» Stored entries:
* * *
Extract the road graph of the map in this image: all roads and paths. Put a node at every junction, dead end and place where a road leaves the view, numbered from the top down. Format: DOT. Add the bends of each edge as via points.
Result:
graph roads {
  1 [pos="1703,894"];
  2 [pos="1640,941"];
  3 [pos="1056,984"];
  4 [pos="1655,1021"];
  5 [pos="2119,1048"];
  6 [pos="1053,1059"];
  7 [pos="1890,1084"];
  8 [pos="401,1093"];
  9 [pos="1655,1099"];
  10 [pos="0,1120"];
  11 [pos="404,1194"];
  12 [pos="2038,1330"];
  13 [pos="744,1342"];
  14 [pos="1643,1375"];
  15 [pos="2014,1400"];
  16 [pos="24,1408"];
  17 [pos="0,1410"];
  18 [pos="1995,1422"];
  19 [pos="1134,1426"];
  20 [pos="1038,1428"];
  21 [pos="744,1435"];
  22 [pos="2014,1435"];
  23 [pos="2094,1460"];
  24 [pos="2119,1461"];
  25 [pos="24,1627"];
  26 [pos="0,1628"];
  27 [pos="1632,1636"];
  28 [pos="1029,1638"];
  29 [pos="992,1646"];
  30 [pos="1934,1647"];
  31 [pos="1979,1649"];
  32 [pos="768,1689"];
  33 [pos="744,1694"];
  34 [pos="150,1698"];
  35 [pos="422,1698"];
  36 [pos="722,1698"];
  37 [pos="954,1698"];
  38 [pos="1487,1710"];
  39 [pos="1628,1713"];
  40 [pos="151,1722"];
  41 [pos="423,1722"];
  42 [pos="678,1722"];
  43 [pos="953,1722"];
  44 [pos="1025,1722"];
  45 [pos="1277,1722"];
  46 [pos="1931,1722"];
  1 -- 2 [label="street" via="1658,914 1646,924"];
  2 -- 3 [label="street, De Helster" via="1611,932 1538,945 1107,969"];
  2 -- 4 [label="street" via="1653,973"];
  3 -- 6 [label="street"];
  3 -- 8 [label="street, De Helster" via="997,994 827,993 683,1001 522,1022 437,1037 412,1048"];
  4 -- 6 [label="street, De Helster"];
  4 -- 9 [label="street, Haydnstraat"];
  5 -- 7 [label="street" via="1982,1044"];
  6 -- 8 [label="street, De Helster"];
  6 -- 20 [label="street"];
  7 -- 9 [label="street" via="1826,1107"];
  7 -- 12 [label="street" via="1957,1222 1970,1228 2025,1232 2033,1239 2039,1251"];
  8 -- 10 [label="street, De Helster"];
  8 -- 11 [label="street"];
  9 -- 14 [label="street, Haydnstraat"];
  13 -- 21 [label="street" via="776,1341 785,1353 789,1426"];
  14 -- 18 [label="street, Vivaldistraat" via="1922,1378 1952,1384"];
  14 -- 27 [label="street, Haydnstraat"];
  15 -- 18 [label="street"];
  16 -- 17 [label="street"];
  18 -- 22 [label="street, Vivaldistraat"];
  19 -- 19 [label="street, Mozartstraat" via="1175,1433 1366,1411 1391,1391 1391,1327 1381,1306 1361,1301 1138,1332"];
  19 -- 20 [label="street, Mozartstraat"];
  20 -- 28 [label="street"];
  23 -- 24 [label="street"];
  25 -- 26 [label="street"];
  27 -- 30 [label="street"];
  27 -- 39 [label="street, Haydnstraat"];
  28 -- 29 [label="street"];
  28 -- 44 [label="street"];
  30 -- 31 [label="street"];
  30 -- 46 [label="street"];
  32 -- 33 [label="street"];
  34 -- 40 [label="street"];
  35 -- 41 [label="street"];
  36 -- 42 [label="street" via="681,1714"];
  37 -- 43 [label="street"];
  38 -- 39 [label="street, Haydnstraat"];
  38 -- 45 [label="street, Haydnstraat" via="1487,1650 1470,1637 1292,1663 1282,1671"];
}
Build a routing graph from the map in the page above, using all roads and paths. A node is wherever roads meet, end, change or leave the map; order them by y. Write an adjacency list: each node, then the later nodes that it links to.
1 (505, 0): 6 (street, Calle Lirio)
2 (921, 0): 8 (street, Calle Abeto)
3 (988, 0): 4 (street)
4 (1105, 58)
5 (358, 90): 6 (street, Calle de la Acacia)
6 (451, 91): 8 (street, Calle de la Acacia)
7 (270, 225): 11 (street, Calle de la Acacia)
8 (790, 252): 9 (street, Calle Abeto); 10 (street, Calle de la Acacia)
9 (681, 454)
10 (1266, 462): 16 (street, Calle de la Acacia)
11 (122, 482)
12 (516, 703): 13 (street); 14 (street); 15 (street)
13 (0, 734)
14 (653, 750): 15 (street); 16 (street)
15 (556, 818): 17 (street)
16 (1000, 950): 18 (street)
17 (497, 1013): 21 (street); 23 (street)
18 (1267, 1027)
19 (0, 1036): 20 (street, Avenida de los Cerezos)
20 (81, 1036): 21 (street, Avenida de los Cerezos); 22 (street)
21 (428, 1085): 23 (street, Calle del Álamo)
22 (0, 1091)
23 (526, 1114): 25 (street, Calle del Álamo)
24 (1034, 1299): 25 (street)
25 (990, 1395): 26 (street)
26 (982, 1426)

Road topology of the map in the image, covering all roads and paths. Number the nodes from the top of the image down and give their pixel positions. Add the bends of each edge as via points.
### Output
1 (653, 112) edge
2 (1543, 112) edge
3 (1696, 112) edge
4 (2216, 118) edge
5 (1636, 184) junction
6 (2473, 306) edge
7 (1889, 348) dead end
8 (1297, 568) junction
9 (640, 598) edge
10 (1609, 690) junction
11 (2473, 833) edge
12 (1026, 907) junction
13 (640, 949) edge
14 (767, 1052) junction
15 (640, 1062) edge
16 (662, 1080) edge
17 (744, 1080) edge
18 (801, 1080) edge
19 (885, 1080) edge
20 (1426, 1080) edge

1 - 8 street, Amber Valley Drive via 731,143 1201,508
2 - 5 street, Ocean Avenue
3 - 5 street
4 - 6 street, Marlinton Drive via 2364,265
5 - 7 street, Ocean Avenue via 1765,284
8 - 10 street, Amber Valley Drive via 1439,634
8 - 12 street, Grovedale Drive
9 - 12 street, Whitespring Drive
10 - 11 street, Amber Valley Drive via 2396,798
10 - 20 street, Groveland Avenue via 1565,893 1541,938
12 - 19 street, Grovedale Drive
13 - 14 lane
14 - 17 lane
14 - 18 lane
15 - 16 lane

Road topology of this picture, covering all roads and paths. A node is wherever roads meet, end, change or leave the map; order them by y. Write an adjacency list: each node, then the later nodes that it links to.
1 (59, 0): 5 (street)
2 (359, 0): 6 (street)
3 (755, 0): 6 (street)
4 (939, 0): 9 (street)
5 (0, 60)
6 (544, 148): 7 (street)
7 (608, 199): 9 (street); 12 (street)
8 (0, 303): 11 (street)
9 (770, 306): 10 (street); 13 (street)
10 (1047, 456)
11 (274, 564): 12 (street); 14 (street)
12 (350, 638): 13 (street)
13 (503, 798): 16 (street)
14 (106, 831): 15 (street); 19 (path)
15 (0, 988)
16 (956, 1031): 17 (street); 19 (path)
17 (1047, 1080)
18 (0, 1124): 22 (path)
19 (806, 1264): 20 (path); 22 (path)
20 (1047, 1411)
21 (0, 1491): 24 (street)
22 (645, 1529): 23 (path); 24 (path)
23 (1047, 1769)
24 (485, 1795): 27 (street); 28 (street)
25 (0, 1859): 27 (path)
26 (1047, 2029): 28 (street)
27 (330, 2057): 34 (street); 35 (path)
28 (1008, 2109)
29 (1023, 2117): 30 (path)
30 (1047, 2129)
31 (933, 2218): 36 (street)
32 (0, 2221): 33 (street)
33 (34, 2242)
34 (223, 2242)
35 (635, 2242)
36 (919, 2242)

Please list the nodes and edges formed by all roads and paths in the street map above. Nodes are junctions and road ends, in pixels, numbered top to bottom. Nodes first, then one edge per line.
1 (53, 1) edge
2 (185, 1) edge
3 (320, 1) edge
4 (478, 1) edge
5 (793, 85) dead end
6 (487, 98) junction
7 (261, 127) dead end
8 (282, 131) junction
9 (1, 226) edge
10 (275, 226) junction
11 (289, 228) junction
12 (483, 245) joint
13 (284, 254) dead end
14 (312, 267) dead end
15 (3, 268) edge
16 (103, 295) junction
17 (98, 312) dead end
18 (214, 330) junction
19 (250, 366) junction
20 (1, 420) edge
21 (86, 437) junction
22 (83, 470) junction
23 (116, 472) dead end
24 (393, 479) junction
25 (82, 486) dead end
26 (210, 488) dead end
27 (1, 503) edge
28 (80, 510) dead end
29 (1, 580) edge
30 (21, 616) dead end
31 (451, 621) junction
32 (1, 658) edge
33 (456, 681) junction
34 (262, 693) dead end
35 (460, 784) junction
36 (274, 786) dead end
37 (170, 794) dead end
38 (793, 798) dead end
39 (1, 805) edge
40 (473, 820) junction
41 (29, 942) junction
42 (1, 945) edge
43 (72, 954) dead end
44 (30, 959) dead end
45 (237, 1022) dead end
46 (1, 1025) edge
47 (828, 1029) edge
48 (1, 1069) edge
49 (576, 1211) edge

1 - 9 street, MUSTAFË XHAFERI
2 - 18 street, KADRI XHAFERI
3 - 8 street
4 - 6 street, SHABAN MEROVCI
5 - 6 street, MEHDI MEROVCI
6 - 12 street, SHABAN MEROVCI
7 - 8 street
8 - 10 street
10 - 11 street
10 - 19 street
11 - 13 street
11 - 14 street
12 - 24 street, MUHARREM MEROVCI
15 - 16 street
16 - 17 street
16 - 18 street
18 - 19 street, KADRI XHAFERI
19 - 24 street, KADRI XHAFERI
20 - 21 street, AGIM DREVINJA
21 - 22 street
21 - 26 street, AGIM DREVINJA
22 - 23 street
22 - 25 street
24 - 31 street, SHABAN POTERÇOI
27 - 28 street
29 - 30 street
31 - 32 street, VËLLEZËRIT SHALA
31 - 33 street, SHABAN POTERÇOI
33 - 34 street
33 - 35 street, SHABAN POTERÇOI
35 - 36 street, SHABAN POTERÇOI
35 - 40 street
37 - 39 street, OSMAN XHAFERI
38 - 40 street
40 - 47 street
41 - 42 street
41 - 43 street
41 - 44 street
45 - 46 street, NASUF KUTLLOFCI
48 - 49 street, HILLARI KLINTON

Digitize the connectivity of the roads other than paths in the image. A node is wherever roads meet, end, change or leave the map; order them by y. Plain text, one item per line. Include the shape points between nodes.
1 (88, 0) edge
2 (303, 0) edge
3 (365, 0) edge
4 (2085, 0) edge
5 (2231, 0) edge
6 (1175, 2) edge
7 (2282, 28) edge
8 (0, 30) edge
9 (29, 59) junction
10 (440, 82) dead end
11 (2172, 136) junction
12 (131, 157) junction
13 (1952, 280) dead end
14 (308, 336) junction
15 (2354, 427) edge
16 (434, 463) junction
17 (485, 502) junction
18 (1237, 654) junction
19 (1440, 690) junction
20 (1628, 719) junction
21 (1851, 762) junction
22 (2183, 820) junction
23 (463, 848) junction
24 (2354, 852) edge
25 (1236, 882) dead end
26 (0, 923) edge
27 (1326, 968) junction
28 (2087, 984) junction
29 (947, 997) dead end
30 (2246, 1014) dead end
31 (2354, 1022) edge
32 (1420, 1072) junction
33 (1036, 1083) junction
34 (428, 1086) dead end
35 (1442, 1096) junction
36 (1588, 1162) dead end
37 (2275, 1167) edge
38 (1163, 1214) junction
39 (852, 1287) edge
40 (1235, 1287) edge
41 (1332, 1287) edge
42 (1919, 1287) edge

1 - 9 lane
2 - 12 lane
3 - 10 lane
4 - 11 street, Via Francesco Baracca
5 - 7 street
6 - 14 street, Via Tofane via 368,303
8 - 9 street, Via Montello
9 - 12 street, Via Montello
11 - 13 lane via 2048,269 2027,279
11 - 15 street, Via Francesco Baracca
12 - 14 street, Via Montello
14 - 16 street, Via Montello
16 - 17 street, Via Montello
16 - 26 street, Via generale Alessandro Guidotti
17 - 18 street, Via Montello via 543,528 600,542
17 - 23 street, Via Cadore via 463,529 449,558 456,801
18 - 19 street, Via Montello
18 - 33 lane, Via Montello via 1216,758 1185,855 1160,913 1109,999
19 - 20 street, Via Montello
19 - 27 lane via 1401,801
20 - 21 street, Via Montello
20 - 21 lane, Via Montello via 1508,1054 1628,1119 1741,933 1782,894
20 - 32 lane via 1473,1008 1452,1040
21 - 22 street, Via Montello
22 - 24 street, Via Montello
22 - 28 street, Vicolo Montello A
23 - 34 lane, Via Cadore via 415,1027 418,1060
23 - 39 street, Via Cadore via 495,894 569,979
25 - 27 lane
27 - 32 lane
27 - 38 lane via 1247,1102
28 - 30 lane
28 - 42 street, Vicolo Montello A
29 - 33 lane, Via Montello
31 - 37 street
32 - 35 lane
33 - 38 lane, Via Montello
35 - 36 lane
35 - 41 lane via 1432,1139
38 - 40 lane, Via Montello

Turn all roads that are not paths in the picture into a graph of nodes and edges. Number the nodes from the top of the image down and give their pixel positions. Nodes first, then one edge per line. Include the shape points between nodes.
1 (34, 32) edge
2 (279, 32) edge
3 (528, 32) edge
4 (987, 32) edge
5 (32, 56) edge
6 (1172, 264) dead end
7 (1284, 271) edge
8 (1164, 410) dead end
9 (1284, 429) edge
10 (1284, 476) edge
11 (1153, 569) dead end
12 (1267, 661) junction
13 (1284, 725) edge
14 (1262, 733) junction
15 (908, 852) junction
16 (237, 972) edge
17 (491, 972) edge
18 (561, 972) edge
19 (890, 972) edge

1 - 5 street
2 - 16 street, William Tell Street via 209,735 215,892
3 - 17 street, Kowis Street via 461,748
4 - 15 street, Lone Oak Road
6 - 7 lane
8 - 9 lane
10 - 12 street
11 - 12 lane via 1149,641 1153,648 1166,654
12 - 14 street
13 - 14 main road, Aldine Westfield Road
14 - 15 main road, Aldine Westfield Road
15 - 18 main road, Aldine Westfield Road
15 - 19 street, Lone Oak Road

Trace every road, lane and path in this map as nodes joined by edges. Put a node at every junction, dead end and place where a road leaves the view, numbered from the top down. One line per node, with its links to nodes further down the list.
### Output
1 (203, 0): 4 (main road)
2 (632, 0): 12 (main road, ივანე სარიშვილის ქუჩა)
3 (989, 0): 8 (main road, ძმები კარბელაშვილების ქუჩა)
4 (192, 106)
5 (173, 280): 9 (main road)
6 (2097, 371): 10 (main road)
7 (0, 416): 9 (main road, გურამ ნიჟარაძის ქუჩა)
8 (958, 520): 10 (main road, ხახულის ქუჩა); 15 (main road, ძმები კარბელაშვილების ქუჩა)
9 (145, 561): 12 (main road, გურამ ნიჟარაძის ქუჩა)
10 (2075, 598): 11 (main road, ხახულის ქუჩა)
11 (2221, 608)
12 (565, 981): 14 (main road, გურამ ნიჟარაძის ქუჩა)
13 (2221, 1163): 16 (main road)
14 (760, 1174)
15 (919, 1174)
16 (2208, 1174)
* * *
» To do: Wherever the string "between" appears in a line of the records above, copy that line.

» Written response:
Digitize the connectivity of the roads other than paths in the image. A node is wherever roads meet, end, change or leave the map; order them by y. Plain text, one item per line. Include the shape points between nodes.
Turn all roads that are not paths in the picture into a graph of nodes and edges. Number the nodes from the top of the image down and give their pixel positions. Nodes first, then one edge per line. Include the shape points between nodes.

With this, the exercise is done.